Taking a gap year between school and university, or between university and employment (or at any other time, come to that) is just as popular as it has always been. If you or someone you know is planning to travel the world, this list of essential items should help you on your way.

Berghaus 60l rucksack

Backpack

The whole point of backpacking is to live as simply and frugally as possible, with everything you need either in or on a backpack. Therefore, having the right kind of backpack is essential.

The first thing to consider is the size, and that will depend on how long you’re intending to travel for. For up to three months, 40 to 60 litres is recommended. Between three and six months and you should go for 60 litres. From six to 12 months, it’s best to have a 60-80 litre backpack.

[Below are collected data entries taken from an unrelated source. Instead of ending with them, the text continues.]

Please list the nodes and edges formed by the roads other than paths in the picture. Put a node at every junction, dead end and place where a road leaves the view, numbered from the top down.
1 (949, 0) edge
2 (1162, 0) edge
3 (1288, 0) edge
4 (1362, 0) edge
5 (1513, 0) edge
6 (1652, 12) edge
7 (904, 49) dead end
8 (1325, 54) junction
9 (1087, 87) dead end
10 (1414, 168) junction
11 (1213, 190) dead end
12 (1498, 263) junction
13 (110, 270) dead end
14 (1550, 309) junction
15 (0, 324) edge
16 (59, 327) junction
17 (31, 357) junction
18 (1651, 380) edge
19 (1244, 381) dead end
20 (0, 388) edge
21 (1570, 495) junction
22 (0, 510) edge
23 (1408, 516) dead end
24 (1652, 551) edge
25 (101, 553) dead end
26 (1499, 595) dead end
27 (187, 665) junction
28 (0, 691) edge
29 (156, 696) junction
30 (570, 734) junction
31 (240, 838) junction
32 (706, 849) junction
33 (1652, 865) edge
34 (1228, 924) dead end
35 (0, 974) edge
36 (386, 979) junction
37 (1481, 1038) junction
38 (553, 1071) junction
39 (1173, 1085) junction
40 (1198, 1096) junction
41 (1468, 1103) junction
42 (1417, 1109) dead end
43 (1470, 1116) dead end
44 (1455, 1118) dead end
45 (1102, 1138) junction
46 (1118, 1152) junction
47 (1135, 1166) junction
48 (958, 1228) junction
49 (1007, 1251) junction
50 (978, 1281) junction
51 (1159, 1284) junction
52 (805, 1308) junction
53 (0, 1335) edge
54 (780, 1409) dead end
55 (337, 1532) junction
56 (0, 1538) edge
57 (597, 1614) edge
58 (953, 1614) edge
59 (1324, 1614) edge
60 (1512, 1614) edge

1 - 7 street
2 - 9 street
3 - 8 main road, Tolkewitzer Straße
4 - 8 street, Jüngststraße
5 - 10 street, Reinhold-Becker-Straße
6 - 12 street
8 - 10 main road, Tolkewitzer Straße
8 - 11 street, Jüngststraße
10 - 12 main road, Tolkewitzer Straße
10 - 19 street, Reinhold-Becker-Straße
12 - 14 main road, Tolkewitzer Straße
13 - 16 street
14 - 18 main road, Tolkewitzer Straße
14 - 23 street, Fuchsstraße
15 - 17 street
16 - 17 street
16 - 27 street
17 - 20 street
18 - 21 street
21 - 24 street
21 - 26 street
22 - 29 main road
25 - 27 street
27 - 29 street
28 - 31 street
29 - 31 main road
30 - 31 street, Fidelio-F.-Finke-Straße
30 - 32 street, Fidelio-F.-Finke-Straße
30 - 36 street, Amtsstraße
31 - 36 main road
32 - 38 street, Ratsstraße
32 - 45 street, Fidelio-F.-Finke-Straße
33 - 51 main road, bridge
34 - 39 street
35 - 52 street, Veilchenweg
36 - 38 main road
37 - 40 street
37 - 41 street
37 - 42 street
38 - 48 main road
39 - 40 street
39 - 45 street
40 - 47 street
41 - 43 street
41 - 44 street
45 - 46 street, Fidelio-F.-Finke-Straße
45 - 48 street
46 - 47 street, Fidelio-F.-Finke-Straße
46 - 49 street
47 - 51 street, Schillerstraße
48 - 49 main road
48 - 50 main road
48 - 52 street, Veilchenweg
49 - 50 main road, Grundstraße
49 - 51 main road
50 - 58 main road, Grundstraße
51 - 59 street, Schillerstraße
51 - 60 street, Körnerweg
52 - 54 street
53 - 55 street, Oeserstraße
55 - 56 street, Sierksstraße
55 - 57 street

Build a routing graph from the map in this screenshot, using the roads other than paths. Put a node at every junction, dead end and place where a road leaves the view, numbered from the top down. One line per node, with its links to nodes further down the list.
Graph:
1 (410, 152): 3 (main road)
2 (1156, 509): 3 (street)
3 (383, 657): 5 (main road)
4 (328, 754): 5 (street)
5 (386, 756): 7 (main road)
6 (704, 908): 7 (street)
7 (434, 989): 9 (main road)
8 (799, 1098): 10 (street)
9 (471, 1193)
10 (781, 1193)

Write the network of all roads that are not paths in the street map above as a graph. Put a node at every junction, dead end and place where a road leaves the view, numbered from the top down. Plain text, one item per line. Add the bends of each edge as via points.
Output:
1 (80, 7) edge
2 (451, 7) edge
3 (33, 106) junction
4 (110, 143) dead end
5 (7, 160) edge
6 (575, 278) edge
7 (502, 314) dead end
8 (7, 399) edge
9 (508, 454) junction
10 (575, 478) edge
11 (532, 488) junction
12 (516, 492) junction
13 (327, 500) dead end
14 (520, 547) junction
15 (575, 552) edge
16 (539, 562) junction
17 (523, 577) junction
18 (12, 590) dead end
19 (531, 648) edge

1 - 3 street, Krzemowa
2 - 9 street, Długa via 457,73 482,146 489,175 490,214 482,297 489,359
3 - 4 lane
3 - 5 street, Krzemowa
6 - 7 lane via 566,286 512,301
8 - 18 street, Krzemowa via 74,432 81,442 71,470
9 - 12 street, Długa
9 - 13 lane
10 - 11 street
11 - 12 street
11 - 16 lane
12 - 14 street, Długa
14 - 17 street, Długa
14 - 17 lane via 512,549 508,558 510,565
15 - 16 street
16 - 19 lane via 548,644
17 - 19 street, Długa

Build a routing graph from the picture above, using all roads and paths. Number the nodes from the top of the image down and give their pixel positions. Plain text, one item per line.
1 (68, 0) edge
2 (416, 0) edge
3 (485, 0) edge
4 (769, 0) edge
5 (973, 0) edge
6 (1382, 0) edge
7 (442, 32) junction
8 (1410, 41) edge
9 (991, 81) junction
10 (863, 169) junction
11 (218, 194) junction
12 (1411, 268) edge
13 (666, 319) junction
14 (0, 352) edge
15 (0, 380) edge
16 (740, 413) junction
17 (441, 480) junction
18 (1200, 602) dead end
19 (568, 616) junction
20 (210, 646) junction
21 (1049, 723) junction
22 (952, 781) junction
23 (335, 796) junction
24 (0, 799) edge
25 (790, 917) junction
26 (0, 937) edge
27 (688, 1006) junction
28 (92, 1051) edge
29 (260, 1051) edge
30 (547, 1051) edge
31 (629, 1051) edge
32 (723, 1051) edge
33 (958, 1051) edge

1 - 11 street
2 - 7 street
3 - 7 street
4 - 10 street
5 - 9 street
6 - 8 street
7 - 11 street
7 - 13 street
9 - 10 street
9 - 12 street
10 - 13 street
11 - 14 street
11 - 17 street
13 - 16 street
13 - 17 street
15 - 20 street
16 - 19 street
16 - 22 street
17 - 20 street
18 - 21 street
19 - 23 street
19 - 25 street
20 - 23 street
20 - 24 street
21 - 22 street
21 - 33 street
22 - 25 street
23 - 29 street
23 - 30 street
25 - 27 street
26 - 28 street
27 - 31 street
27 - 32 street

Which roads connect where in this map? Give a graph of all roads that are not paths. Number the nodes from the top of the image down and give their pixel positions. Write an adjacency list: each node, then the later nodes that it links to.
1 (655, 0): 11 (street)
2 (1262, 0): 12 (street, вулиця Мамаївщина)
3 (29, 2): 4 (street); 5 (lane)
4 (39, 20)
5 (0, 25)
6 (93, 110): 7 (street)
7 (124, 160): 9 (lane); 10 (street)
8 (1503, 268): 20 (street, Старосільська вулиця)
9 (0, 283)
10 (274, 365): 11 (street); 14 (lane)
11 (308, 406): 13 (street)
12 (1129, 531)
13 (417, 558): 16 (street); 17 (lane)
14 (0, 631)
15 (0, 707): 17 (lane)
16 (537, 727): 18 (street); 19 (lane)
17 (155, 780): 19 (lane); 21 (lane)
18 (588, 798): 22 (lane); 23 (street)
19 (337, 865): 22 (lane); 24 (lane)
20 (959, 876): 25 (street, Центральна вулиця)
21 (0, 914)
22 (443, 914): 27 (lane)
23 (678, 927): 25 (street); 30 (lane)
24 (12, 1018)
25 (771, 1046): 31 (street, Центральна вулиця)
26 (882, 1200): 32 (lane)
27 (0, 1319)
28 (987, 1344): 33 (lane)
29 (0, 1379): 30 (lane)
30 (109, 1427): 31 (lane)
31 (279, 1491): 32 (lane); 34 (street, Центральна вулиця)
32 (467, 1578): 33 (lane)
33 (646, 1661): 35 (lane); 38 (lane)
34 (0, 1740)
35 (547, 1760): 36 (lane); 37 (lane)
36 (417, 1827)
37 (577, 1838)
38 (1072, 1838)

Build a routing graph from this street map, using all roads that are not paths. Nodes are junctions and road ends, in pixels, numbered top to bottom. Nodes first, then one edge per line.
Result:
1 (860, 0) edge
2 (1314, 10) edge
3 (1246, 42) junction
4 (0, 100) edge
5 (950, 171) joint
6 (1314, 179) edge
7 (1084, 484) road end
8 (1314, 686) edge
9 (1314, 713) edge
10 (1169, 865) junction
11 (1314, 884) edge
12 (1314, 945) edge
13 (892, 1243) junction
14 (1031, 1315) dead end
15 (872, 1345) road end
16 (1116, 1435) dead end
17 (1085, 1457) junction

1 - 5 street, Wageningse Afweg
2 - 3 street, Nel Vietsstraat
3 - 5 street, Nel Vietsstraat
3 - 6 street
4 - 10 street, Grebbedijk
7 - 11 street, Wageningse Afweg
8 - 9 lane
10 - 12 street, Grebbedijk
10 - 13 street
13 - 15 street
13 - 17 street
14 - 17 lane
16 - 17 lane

It’s important to try the backpacks on to make sure they are comfortable and that you can adjust them. This is one of the few times when online shopping won’t really help you.

Documents

Travelling definitely requires paperwork, so you need to remember to take it with you and keep it safe at all times. Having a plastic, sealable wallet for your passport, tickets, travel insurance and anything else that might come in handy is a great idea. Keeping these documents in their own pocket in your backpack – a pocket that you can easily get to – is another.

Travel insurance must be taken out, even if it seems confusing; you never know what’s going to happen when you’re away from home. Thankfully, Cornmarket’s travel insurance options are easy to understand and help you identify the right insurance for you.

Mosquito net is essential for many countries.

Mosquito repellent and mosquito net

If you’re going somewhere where the mosquitoes could bite, have a good mosquito repellent with you could save you a lot of itching and a lot of discomfort. If you go get bitten, you might always want to pack some soothing bite relief.

It’s best to try to stay away from the bugs where you can though, as they do carry some truly nasty disease such as malaria. If you choose to sleep outdoors at any point (or if you’re in a budget hotel and you think it might be useful) a mosquito net can save you a lot of problems.

Useful money belt for keeping cash safe.

Money belt

This is not something you need – or want – to wear all day every day, but having an extra place to store your important belongings and your cash could come in useful. Firstly, it means that when you’re sight-seeing you can leave your backpack in your hotel room instead of lugging it around.

Secondly, if you’re on a train or a bus and you aren’t able to keep a full eye on your backpack, at least you can keep the smaller essentials with you.

Plug adapter

If you’re travelling to a variety of different countries, a universal plug adapter will be invaluable. It means that no matter where you are you’ll be able to plug your phone in to charge, for example. On the subject of phones, a power bank is another useful item to have with you, day to day.